YOUR GOAL:
Using the data below, copy every line that contains the word "numbered".

MATERIAL SHOWN:
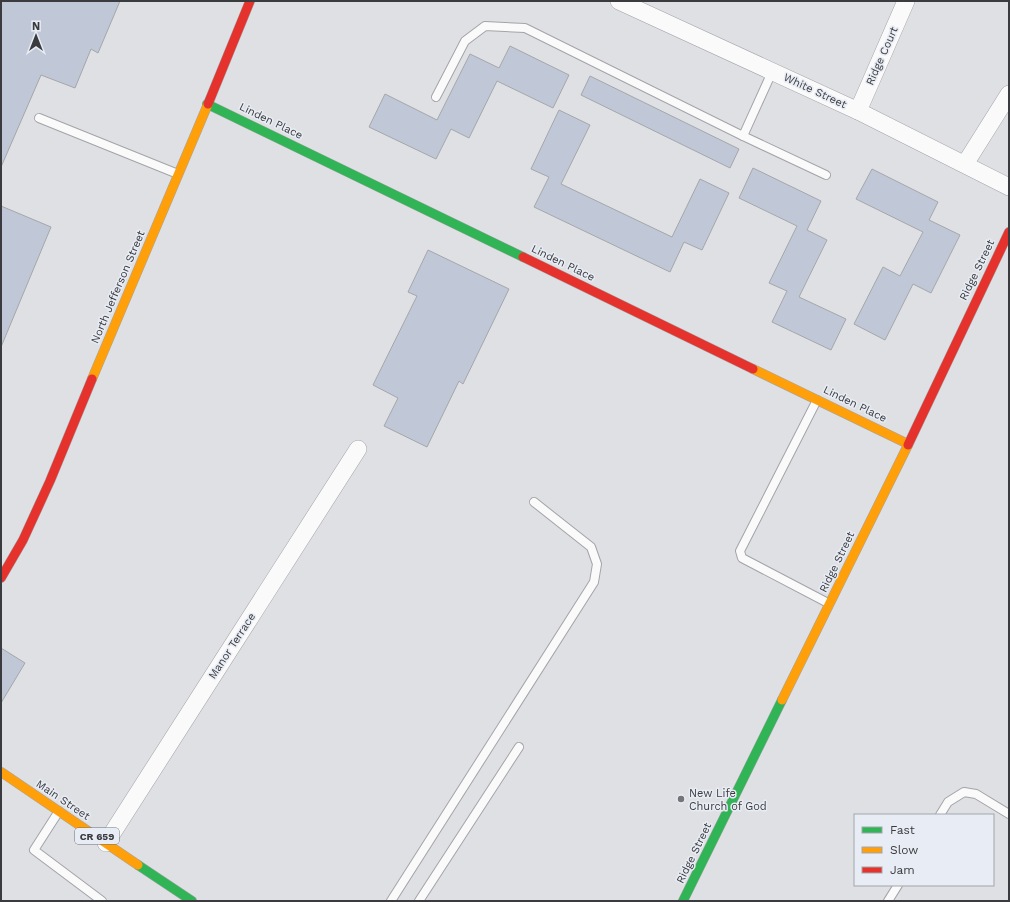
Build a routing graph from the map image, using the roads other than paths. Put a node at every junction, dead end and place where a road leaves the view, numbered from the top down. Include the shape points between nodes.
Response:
--
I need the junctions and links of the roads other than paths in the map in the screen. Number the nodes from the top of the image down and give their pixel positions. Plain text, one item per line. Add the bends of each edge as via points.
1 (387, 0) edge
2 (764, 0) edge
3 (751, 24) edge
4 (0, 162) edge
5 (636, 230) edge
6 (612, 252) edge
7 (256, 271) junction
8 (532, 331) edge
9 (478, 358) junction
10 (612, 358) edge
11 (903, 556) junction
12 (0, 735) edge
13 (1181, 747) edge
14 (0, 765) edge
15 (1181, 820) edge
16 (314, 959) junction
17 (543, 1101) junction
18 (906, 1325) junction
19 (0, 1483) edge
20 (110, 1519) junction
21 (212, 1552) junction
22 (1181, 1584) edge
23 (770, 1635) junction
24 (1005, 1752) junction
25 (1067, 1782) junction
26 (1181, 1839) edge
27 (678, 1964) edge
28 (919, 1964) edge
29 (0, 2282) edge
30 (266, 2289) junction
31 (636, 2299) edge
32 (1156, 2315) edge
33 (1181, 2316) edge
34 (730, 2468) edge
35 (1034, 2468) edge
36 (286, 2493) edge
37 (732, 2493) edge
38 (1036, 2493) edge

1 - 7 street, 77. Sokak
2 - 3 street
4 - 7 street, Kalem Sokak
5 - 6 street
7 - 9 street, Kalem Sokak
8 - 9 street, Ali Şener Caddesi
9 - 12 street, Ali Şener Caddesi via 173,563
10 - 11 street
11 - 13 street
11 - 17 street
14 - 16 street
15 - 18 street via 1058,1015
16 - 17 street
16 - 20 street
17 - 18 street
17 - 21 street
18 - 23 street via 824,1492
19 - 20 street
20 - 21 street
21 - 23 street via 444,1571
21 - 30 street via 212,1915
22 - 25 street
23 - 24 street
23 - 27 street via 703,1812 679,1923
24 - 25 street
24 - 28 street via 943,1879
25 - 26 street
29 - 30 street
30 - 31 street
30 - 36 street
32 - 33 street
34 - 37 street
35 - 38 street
==
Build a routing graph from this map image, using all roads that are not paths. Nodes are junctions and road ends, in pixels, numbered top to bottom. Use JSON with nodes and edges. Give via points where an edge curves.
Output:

WRITTEN RESPONSE:
Build a routing graph from the map image, using the roads other than paths. Put a node at every junction, dead end and place where a road leaves the view, numbered from the top down. Include the shape points between nodes.
Build a routing graph from this map image, using all roads that are not paths. Nodes are junctions and road ends, in pixels, numbered top to bottom. Use JSON with nodes and edges. Give via points where an edge curves.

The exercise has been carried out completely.